On our second day of crossing the Andes by packhorse, we came over a small ridge and into an Eden: a wide green valley of cypress and beech forests topped by towering glacial peaks that stretched to the distant horizon.
Tucked into the valley was our day's destination. Pastures alive with grazing horses and scattered mobs of sheep surrounded the rough-hewn wooden ranch house where we would sleep. Down to our left, toward a river, men hauled hand-cut hay in a wooden cart pulled by oxen.
After two days virtually by ourselves, on horseback up and down rough, rocky mountain trails, we were now deep into Chile's Espolon Valley, at a distant place of another time. We had found, in fact, the other Patagonia — the rugged 300,000-square-mile ranges that straddle the Andes at the very bottom of South America.

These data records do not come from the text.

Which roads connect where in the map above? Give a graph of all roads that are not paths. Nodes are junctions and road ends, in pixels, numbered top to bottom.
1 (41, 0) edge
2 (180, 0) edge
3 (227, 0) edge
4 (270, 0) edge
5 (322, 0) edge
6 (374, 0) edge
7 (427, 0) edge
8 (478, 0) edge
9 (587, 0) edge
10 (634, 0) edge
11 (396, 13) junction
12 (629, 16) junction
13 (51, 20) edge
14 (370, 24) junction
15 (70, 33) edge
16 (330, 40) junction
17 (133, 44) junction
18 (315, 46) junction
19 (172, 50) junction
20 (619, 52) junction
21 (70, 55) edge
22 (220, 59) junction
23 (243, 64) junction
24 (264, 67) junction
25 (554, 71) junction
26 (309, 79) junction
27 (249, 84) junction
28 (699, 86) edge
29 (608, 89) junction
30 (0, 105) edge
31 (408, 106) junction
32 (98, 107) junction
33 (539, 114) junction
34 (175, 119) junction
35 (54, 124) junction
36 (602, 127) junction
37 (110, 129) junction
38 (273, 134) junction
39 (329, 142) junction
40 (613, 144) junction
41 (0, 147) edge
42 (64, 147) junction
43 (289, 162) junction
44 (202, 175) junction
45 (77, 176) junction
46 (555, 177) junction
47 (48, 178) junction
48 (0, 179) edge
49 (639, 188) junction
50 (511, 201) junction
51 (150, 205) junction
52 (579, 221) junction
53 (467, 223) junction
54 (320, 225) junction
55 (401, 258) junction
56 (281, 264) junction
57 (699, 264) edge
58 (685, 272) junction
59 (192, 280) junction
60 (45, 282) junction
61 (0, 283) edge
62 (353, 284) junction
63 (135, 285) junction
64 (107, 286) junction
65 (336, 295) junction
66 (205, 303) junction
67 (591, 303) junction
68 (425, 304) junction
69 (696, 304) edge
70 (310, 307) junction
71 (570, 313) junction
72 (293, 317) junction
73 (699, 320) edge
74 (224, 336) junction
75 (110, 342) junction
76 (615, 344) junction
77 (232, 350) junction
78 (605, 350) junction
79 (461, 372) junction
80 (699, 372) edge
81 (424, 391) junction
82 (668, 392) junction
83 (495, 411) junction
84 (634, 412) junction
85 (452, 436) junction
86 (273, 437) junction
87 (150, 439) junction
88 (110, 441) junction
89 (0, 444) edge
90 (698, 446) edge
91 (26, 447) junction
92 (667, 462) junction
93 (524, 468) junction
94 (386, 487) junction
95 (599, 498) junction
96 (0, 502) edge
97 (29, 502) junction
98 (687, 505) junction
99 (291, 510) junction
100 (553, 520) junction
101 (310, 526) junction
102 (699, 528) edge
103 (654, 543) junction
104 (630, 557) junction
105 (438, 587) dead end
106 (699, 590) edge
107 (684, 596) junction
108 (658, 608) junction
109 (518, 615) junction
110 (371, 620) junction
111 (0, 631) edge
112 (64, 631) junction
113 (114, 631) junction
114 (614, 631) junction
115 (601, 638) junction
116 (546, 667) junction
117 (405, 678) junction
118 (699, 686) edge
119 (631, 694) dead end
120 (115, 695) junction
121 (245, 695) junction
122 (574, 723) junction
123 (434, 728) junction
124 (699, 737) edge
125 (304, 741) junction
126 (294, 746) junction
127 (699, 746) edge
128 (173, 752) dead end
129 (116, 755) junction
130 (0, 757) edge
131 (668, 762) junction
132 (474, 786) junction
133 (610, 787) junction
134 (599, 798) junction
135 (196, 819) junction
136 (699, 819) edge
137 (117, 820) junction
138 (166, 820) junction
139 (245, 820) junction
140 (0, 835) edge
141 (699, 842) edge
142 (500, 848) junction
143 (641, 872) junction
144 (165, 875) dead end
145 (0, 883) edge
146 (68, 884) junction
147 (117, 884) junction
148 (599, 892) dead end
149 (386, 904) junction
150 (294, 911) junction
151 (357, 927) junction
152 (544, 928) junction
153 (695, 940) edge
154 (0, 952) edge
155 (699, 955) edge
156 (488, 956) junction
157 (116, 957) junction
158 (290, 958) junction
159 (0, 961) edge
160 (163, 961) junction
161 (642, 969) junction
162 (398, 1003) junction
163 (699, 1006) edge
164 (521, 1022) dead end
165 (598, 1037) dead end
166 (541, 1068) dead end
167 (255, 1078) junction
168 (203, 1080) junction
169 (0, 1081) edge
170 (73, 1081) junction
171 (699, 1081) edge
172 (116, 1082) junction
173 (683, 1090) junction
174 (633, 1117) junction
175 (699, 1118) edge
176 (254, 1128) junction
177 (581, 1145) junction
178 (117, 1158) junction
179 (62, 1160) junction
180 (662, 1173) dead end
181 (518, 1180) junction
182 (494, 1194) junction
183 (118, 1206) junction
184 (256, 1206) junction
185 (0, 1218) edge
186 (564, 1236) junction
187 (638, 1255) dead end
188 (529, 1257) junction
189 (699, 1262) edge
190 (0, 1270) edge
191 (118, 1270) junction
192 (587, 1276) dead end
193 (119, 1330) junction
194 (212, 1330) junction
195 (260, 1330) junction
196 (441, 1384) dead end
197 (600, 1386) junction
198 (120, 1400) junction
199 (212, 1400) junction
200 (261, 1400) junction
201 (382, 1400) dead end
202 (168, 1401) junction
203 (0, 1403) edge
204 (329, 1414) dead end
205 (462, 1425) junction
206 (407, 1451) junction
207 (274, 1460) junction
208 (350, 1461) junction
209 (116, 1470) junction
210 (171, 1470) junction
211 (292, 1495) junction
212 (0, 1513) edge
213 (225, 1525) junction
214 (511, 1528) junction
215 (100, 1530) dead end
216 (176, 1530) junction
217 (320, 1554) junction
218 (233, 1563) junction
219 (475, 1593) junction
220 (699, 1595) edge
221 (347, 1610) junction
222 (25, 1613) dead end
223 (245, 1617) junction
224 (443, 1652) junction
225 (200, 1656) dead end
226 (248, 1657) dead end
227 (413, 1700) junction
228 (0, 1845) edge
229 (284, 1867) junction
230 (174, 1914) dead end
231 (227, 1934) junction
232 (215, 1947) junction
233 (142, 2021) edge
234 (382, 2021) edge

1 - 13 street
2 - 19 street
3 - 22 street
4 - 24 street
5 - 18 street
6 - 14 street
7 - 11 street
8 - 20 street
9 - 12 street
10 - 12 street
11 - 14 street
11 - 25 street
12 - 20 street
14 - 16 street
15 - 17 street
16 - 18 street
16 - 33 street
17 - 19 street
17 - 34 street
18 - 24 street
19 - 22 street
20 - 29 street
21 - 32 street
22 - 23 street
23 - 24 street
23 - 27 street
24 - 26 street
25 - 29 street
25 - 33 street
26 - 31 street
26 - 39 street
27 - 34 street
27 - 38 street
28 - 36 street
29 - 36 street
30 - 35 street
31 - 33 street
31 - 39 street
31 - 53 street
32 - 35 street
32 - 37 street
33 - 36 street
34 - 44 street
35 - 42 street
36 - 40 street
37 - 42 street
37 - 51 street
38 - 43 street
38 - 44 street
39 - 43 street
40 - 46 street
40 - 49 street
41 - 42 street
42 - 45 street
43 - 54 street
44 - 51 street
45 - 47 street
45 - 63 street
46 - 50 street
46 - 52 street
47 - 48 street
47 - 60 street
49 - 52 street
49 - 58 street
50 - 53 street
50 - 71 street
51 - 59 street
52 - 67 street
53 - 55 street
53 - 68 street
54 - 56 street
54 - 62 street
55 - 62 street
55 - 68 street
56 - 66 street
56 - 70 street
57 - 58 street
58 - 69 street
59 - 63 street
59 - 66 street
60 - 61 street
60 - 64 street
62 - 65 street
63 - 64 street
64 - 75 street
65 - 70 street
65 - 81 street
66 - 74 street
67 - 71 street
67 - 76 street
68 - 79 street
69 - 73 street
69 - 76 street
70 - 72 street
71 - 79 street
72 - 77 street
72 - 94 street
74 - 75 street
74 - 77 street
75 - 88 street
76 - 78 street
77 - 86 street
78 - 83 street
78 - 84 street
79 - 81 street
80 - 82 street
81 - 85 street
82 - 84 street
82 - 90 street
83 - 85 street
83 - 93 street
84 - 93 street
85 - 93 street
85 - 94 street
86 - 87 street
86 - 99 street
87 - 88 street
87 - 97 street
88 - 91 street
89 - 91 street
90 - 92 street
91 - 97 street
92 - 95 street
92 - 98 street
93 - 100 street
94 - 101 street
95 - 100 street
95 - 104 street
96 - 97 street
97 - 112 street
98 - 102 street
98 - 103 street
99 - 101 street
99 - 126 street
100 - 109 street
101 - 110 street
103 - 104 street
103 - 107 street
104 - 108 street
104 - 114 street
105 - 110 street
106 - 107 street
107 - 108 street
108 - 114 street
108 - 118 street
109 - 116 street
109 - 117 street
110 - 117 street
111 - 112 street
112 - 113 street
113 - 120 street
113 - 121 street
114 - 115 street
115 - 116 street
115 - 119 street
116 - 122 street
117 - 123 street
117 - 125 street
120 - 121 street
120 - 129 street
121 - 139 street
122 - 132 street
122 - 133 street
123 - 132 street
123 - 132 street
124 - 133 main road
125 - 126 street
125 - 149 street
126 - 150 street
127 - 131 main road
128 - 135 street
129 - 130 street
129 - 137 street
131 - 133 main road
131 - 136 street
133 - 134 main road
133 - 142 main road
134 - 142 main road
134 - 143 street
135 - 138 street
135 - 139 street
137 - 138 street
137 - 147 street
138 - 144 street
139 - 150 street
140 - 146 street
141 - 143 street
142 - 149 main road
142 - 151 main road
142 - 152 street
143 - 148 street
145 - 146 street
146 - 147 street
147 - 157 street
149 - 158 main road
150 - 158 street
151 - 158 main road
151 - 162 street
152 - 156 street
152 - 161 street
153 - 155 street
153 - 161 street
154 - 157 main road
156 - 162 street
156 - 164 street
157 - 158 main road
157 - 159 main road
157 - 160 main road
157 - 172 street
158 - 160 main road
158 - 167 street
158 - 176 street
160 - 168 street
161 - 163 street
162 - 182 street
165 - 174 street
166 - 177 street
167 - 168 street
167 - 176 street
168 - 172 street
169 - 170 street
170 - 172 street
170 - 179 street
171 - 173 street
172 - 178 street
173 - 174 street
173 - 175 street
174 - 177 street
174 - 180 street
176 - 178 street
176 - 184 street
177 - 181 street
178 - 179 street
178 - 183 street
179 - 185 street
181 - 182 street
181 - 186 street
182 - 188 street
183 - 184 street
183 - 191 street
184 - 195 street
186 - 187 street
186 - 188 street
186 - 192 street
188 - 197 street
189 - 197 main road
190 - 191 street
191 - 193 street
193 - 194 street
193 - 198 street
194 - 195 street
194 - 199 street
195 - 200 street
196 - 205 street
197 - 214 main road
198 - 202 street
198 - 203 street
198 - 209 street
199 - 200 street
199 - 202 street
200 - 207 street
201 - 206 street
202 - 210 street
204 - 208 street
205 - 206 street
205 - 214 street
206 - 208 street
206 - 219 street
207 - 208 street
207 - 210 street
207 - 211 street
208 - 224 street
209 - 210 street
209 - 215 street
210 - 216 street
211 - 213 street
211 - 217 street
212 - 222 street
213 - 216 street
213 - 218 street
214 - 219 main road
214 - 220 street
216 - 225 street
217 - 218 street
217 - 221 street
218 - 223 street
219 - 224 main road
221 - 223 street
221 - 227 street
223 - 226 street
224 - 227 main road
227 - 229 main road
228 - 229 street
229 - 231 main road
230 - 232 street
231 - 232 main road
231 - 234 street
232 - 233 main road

This is not the world's picture of Patagonia. That's to the south, and the otherworldly grandeur of Torres del Paine National Park's 6,500-foot spires of glaciated granite. That park is more than 6,000 miles of flights from the central U.S., and more than 8,000 miles from London, but southern Patagonia still attracts a quarter-million people a year. And they're beginning to bump into each other. It is apparently possible to hike for five days in southern Patagonia and never pitch a tent without a dozen neighbors.
In northern Patagonia, at so-called high season, our group of eight rode our horses about 50 miles over five days across largely roadless mountains, and we did not see anyone other than ranch families until Day 4, when two annoyed German hikers stepped aside so we could pass. Rather than eco-resorts and campgrounds in the south, we stayed with those families in rooms usually occupied by seasonal hired hands.
We were there purely by luck, since some of us knew Jill Lucas of Afton, Minn. She'd taught English in northern Patagonia in 2005, made fast Chilean friends, and later guided horse-packing and trekking trips there before returning home. She'd long wanted to help her friends in Chile create guided trips in Patagonia, and this year she organized two trips through the Espolon Valley to test routes and logistics, renew contacts with ranchers along the way, and generally get her previous trips cranked up again.
All Jill needed was a test group of six or eight seasoned riders; people used to long days in the saddle on steep, daunting, mountain trails. What she got was us — a willing group, certainly, but also pathetically, even comically, short on horse-riding skills — ages 55 to 70, by the way.
But we were all fascinated by the prospects of such a back-of-beyond trip; inspired by Jill's resolute and charming belief in us; and reassured by Jill's promise that boxed Chilean wine, in quantity, would fit in our saddlebags. So in January we found ourselves in a series of four flights from the U.S. on successively smaller aircraft that ended with a swirling, corkscrew approach to an airstrip near the tiny mountain town of Futaleufu, 700 miles south of the capital, Santiago.